One would think that you could never pull this prank off again, but it has been attempted a few times. On Halloween 1968, WKBW radio in Buffalo, New York reworked the skit for their own use and put it on the air. A full twenty one days before the broadcast the station ran an announcement about the coming program every hour on the hour to avoid any panic. Still the Buffalo police fielded nearly four thousand phone calls resulting from panic over the show, and the Canadian National Guard sent troops to the Queenston, Peace and Rainbow Bridges to make sure the aliens did not cross.

Unfortunately another broadcast in another part of the world ended tragically. In February of 1944 a Ecuadorian radio station in Quito attempted the broadcast the play with no advanced warning. The play was being preformed in the El Comercio building that also housed the capital’s newspaper. That night the result was the same in one respect, thousands of citizens frightened out of their wits running around the city. Quickly the radio station announced that the show was a hoax, at which time the citizenry went directly to the El Comerico building and began to riot. By the time it was over the building was burnt to the ground and twenty radio station employees were killed.
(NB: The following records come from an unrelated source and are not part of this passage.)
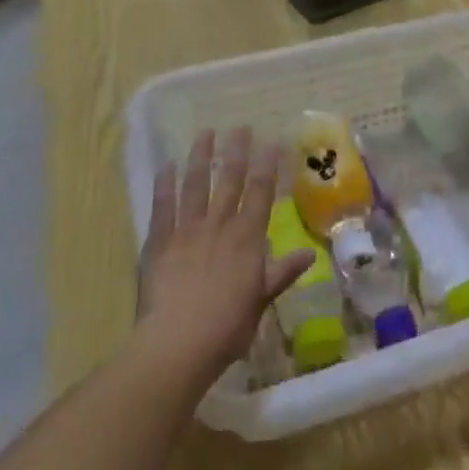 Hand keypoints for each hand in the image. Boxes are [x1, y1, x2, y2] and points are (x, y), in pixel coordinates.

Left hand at [138, 128, 313, 382]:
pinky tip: (166, 165)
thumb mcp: (261, 300)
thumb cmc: (227, 326)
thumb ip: (282, 273)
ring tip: (205, 134)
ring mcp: (187, 229)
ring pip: (195, 184)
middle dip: (237, 151)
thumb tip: (309, 255)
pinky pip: (162, 205)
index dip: (268, 165)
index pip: (261, 192)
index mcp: (247, 238)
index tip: (272, 141)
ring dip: (201, 157)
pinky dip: (164, 183)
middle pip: (230, 180)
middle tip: (240, 127)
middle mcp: (219, 225)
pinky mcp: (159, 240)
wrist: (178, 342) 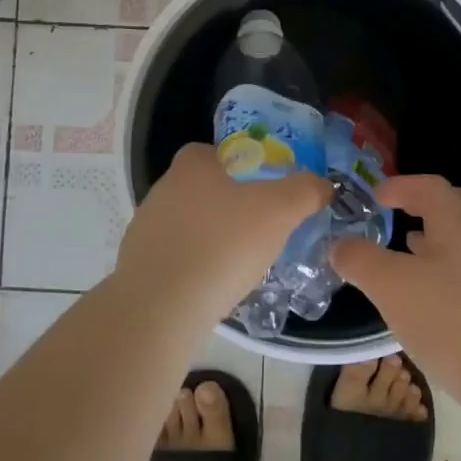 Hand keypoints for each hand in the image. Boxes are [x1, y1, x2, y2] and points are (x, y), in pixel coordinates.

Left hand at [114, 143, 331, 329]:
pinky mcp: (137, 265)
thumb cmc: (222, 245)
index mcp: (192, 165)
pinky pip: (175, 258)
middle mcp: (163, 188)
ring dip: (211, 239)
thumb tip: (323, 185)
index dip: (244, 167)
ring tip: (239, 265)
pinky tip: (212, 288)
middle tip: (260, 229)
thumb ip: (304, 191)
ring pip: (189, 225)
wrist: (160, 308)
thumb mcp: (279, 211)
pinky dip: (194, 267)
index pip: (218, 152)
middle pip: (204, 188)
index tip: (264, 192)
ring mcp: (145, 227)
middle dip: (230, 206)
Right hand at [331, 175, 460, 413]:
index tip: (376, 196)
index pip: (431, 187)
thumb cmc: (451, 321)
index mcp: (459, 225)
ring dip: (438, 239)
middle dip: (430, 204)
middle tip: (403, 213)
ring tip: (409, 254)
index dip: (401, 186)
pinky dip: (447, 271)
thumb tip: (339, 245)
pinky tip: (428, 298)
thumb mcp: (391, 287)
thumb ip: (361, 260) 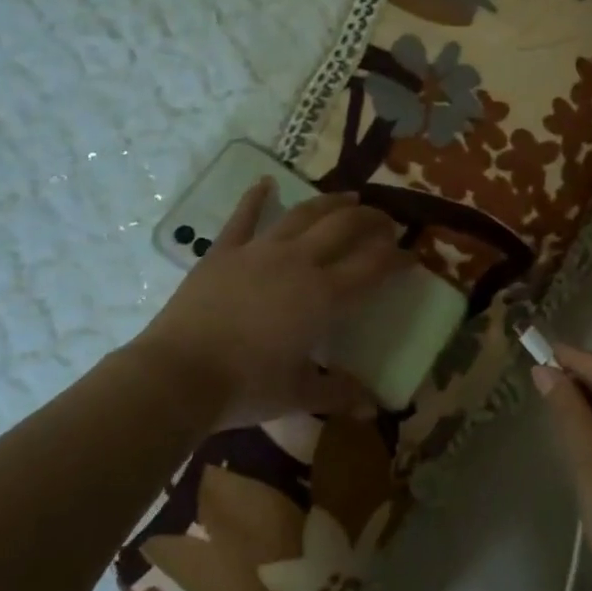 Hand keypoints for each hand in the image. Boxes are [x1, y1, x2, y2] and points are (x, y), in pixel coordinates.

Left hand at [131, 179, 405, 429]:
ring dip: (330, 203)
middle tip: (386, 222)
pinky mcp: (224, 252)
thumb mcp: (298, 395)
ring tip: (349, 197)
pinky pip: (242, 217)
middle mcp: (298, 263)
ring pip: (303, 215)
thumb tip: (373, 408)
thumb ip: (338, 394)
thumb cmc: (245, 386)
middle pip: (344, 228)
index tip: (412, 255)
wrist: (178, 375)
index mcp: (323, 296)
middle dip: (371, 220)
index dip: (398, 258)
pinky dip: (255, 197)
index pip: (373, 267)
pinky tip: (265, 182)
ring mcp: (259, 251) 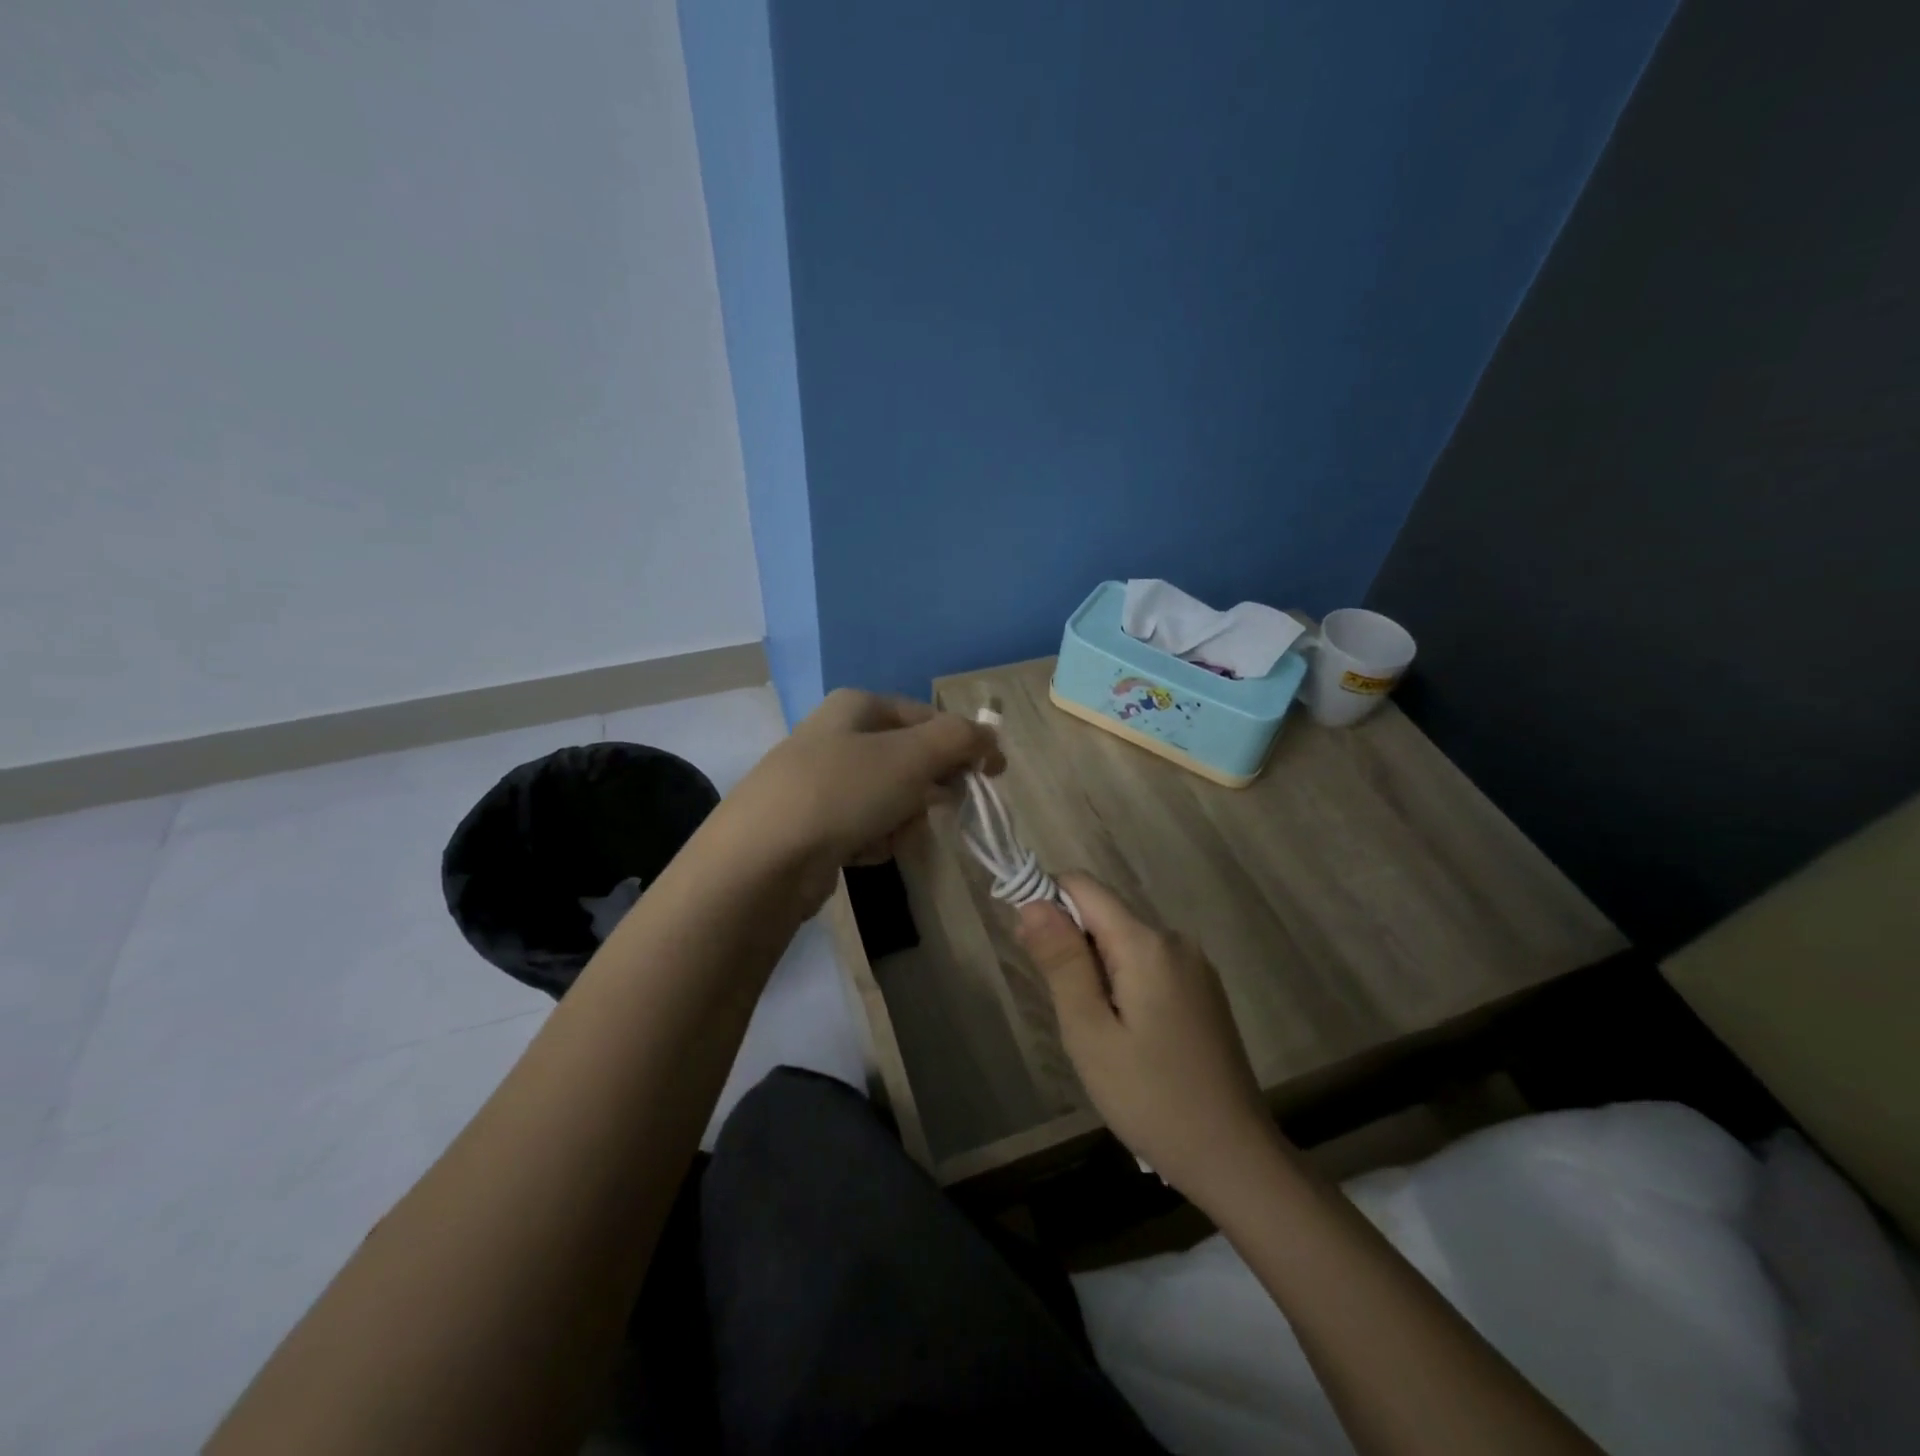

Could we be fooled by this same hoax today? I think that we are far too advanced and informed to accept a story of this caliber without fact checking the information we would be receiving and immediately identifying it as a joke. We are the most sophisticated, technologically advanced people who have ever lived. We have the internet to call upon for these questions.

Those folks listening breathlessly to the horrors being witnessed in Grover’s Mills were the most sophisticated and technologically advanced people who had ever lived back in 1938. The radio was their internet, but very few took the time to turn that dial…

Italicized script denotes actual transcript of the 1938 Mercury Theater broadcast.